Now you try to call variables named show_element and hide_element. These doesn't exist.

Function has to be called with brackets. If you have no params, use ().

<button type="submit" onclick="show_element();">show</button>
<button type="submit" onclick="hide_element();">hide</button>

Comments

1

I recommend you to use <button type="button" class="hide">Hide</button>

And, in the js file :

$('button.hide').click(function() {
    $('form').hide();
}

Same thing for the show button.

Comments

1

You've to replace "show_element;" with "show_element();".

 <button type="submit" onclick="show_element();">show</button>
 <button type="submit" onclick="hide_element();">hide</button>

But why? The () Operator Invokes the Function. Using the example above, show_element refers to the function object, and show_element() refers to the function result.

Example:

Accessing a function without () will return the function definition:

function toCelsius(fahrenheit) {
    return (5/9) * (fahrenheit-32);
}
document.getElementById("demo").innerHTML = toCelsius;

http://www.w3schools.com/js/js_functions.asp

With "show_element" you are able to store the function itself (in a variable for example), but you don't execute it.

Comments

1

is this pseudo-code?

If not I would rewrite it like:

$form = $('#form_id');

function hide_element() {
    $form.hide();
    $form.submit();
}

function show_element() {
    $form.show();
    $form.submit();
}

And then:

<button onclick="show_element();">show</button>
<button onclick="hide_element();">hide</button>
<form>
...
</form>

I removed the type submit because it is not good to have more than one submit.
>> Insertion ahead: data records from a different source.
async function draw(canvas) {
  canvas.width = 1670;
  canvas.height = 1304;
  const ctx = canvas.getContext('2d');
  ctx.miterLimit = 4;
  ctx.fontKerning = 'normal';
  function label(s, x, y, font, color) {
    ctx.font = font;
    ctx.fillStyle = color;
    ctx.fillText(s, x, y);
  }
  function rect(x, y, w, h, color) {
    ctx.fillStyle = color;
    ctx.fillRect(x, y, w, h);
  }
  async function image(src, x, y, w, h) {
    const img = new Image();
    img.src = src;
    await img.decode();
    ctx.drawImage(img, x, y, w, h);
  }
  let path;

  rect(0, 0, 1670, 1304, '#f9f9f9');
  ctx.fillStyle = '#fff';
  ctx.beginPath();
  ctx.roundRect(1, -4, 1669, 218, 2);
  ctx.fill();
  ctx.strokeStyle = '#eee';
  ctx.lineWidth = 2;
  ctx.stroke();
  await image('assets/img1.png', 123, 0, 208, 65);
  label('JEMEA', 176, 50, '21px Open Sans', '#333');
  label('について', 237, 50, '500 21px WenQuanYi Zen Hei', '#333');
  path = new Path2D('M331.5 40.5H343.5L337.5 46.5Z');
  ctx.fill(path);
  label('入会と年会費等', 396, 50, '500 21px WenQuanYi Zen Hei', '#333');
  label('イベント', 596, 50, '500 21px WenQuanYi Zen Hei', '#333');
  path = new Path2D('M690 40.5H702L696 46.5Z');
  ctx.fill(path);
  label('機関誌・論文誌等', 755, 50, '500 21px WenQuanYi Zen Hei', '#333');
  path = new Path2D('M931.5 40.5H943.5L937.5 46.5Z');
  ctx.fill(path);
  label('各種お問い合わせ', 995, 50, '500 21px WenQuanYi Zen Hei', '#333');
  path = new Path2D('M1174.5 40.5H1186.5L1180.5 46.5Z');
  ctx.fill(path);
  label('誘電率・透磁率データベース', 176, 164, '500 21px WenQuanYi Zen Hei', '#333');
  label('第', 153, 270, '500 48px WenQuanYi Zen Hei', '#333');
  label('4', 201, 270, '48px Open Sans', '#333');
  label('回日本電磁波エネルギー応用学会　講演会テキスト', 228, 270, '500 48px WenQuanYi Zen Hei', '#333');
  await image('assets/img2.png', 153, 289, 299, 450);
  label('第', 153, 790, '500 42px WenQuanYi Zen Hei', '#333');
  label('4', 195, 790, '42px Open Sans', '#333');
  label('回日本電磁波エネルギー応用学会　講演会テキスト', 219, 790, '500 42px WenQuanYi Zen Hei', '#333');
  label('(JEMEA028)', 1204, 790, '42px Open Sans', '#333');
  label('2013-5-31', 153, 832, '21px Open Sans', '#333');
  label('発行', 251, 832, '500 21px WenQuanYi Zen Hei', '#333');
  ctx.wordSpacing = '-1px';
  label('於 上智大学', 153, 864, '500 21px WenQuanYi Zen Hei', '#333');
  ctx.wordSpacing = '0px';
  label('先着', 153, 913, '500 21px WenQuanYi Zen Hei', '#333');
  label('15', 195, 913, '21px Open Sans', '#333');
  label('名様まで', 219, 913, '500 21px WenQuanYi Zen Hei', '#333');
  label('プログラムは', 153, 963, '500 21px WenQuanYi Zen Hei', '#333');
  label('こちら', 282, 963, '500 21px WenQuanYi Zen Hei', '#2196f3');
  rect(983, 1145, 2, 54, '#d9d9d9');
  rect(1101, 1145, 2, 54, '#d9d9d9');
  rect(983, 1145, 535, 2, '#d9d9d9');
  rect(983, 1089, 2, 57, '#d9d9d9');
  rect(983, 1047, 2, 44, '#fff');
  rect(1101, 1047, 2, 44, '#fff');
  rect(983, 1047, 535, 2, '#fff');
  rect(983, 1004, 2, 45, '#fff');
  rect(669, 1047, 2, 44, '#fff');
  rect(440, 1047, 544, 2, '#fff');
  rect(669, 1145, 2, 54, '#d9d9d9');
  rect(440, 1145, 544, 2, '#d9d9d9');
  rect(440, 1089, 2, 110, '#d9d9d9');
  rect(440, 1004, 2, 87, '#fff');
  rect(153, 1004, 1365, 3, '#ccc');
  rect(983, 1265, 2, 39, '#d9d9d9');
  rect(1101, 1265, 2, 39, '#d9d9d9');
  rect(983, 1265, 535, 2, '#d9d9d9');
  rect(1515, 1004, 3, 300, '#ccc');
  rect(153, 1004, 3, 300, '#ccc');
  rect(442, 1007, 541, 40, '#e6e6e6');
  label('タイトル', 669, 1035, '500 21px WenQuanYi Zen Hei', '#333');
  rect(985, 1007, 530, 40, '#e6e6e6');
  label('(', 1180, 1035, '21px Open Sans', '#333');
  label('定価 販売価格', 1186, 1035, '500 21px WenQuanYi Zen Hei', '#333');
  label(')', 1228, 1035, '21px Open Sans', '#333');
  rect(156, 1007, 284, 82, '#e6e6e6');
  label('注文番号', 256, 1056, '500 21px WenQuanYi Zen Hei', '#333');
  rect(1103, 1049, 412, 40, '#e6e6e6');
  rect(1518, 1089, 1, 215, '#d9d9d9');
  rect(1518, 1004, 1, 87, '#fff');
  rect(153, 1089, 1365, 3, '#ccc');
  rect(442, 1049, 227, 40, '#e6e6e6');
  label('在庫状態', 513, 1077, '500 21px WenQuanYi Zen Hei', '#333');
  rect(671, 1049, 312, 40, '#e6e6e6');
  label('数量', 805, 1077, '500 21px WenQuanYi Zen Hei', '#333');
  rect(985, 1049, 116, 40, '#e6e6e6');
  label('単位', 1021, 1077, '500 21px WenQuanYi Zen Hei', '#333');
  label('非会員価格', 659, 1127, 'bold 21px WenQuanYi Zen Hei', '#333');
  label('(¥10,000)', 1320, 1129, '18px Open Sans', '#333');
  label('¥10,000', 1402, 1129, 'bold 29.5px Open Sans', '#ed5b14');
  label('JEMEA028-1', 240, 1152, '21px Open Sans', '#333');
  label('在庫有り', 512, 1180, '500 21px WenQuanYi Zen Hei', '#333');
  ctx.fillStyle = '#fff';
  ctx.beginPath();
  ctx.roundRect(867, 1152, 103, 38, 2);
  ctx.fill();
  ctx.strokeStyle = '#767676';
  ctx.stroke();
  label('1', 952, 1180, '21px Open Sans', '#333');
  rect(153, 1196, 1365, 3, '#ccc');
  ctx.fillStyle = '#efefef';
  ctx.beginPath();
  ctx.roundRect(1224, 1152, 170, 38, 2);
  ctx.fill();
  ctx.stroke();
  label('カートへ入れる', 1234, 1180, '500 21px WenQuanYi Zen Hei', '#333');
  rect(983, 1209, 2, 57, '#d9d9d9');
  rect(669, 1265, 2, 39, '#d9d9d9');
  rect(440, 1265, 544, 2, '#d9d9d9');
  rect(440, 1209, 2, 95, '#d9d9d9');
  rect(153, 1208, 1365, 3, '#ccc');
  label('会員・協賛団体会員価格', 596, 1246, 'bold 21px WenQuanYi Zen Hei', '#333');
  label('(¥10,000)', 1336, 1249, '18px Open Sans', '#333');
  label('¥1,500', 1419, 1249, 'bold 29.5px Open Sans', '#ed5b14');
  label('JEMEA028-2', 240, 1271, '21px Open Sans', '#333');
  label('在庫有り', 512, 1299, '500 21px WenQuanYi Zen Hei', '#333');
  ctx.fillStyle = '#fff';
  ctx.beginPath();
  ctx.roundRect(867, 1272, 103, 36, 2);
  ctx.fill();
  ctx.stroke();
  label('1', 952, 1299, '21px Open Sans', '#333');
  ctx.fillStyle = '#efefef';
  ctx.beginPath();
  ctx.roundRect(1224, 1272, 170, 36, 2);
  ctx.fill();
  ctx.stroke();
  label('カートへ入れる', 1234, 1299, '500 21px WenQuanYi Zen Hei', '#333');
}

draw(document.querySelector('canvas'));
Actually both are outside the form. In case you want to submit it I would put it like this:

<button onclick="show_element();">show</button>
<button onclick="hide_element();">hide</button>
<form>
...
</form>

2 Comments

This is bad. One submit action per form is a good practice. You also unnecessarily call $('#form_id') 4x times instead of making a handle to the object.
Yes, right. A handler would make it better. I edit it. I don't get why are you saying this about the submit's. I said it is not a good idea to have more than one submit per form.